From the time you learn you're pregnant, the countdown to your due date begins. But the seemingly simple question "When are you due?" can really be answered by only one person: Your baby.
For earlier generations of women, the concept of a due date was "around Thanksgiving" or "late fall." As birth moved from home to hospital, women were given the approximate date when they should expect to be confined to a hospital bed, called the "estimated date of confinement." Eventually, this term evolved into "expected date of delivery," now called "due date."
Unfortunately, a specified due date has made women (and their family and friends) place too much emphasis on a precise day – to the point that they plan their life around it. Your baby doesn't have a calendar, however, so it is no surprise that less than 5 percent of babies actually arrive on the date they are due. Most women deliver healthy babies anywhere between 37 and 42 weeks after getting pregnant. Here’s what you need to know about the reliability of due dates.
Many health-care providers use a sonogram to pinpoint your due date, but don't be swayed by technology: A date based on an ultrasound can be off by a week or more depending on the skill of the technician, the timing of the sonogram, and the size of the baby.
Until 13 weeks of gestation, most babies grow at the same rate, but as pregnancy progresses, fetal size corresponds less and less to the amount of time that the baby is in the womb. So while many health-care providers keep giving ultrasounds to reassess a woman's due date throughout her pregnancy, the date is actually becoming less accurate as time goes by. In fact, there's really no need for a sonogram to determine a due date unless you don't know the date of your last period.
If you do know the date of your last period, try the following calculation, called Naegele's Rule. Babies have a gestational period of about 280 days, so count back 3 months from the first day of your last period and add 7 more days. Your approximate due date is that day within the next year. Take note of the word "approximate:" Your baby will grow and mature on his own schedule. The only thing you'll know for sure is that you should give birth within two weeks before or after that day.

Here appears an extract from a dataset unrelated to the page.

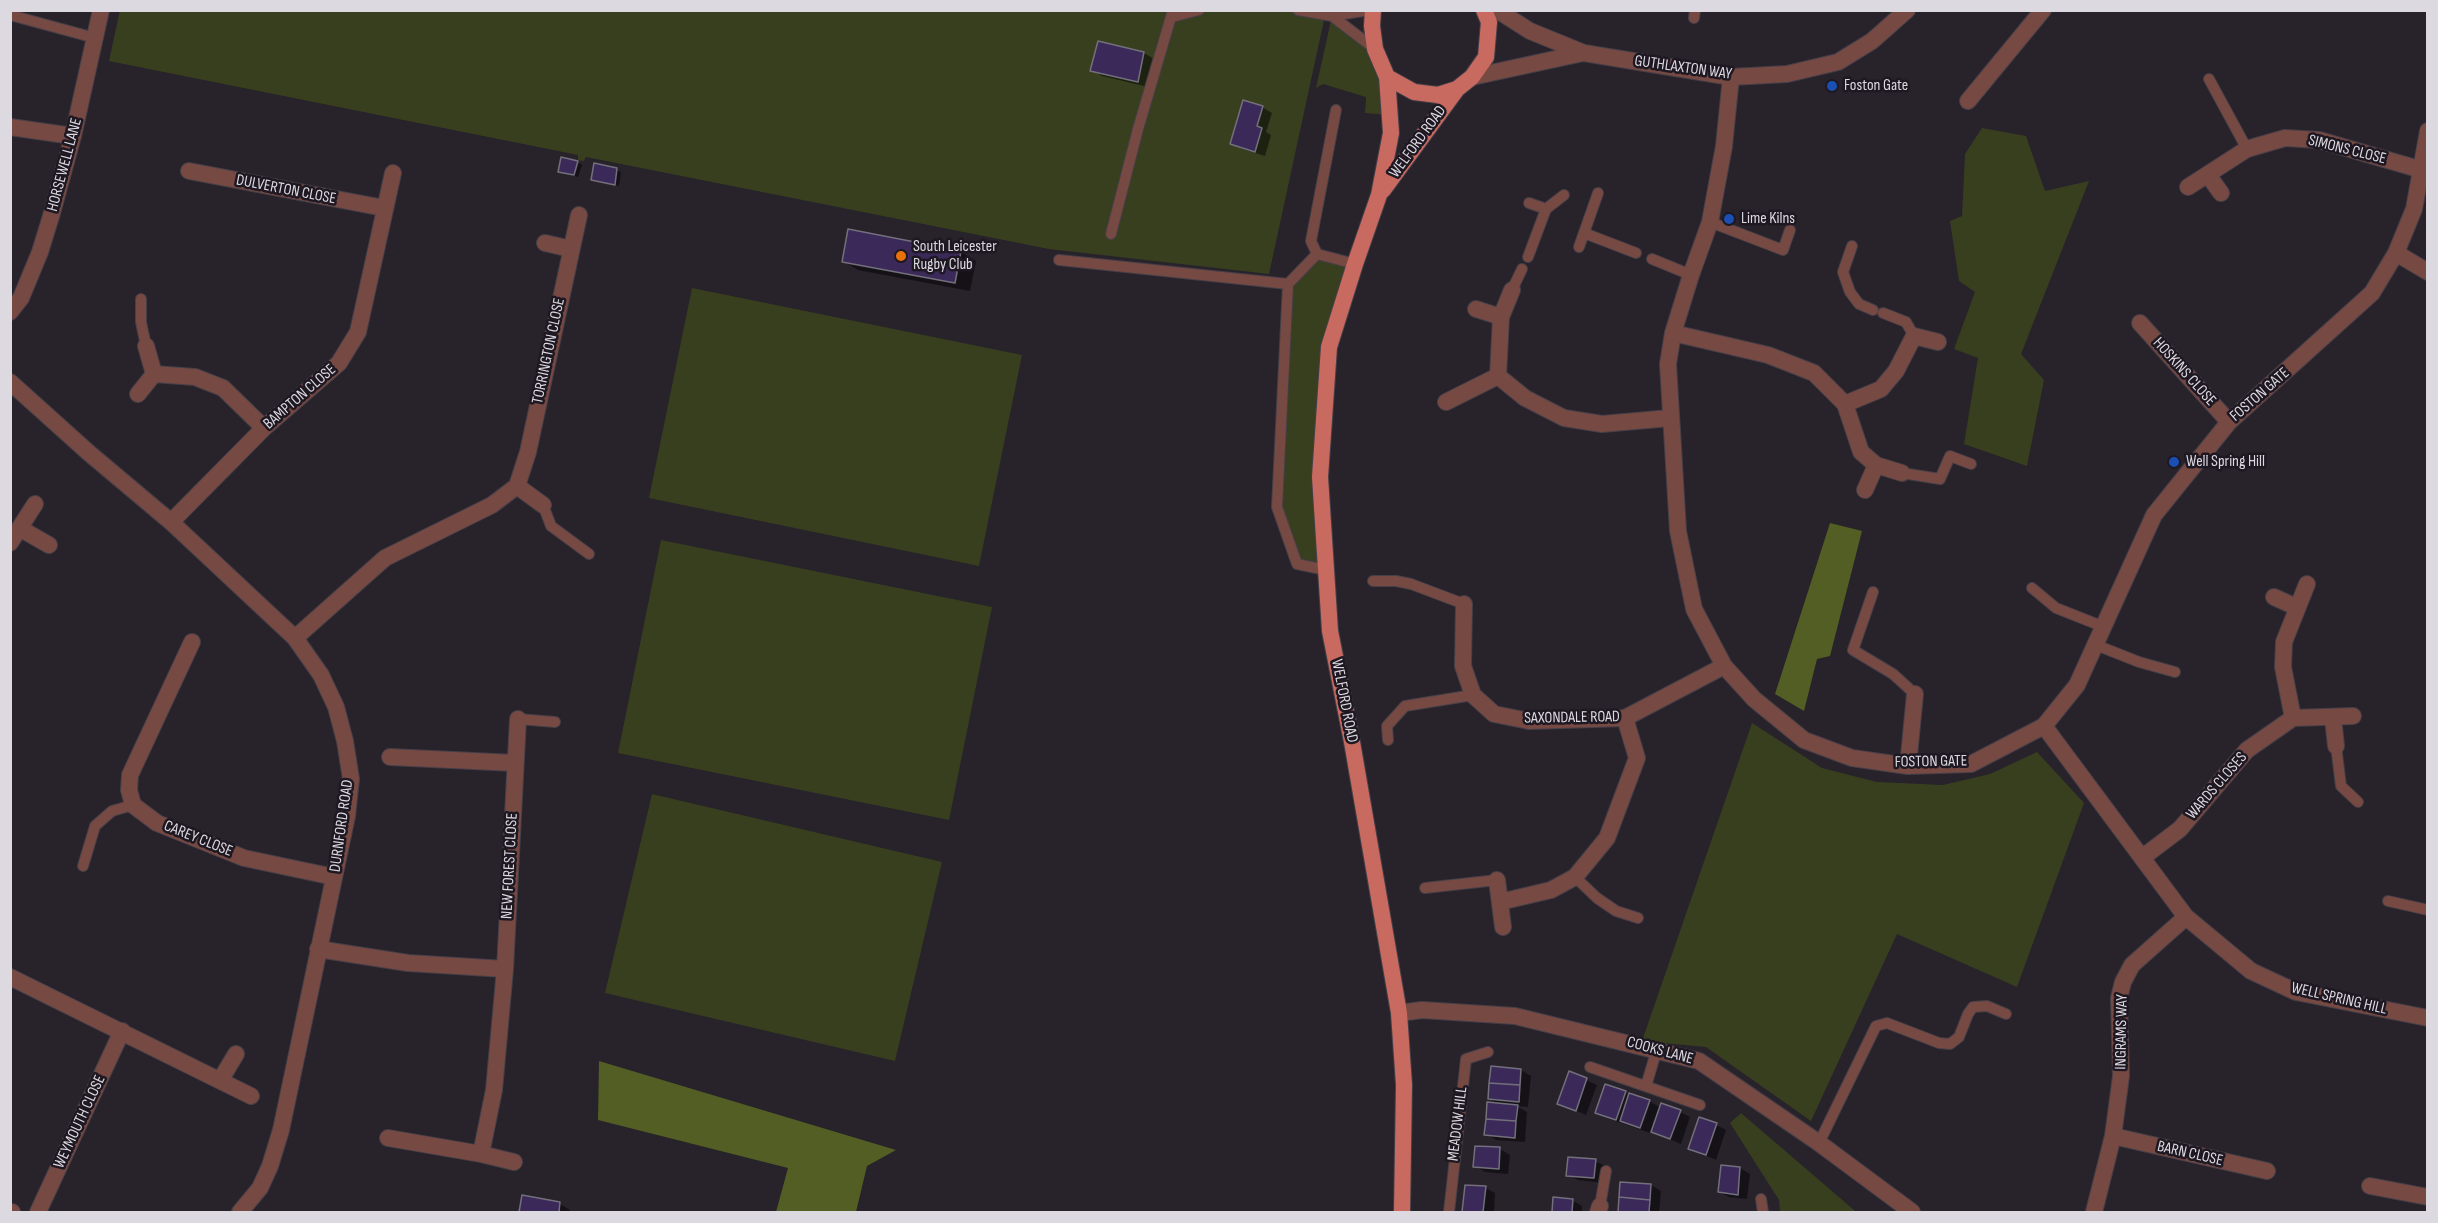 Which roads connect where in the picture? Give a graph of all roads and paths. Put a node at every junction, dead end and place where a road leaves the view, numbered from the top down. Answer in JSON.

So how do you know when your baby will arrive? You really don't until the Big Day. Until then, you can make an educated guess. For instance, if this is your first pregnancy, you're likely to deliver early if your mother did. Caucasian mothers tend to have the longest pregnancies, and so do women under 30. Girl babies are more likely to be born earlier than boys. Also, if you have longer menstrual cycles, you're more likely to deliver your baby after your due date – but you can never know for certain ahead of time.
Many women (and their health-care providers) become so attached to their due date that when the baby doesn't come on that day, they schedule an induction. But because the due date is unreliable in the first place, inducing the baby may cause him to be born too soon. These "near-term" infants (as they are known) can have trouble breathing, staying warm, and breastfeeding, and they often need special hospital care after birth.
Induction isn't without risks for you, either: Research has shown that a first-time mother whose labor is induced is twice as likely to have a cesarean as one whose labor starts on its own. When you let your baby choose his own birthday, it means he's really ready to begin life outside the womb.
Remember: Your due date is an estimate of when you will give birth, not a guarantee. If you are "overdue," just count it as more time to establish a bond with your baby, to prepare mentally for motherhood, to discuss your partner's role during the birth, and to ready your home for your baby's arrival. Consider telling family and friends that you are due "sometime in May" rather than on a specific day in order to prevent a daily barrage of phone calls near the end of your pregnancy. Trust that your baby will know when the time is right for his big debut. It will be worth the wait for everyone.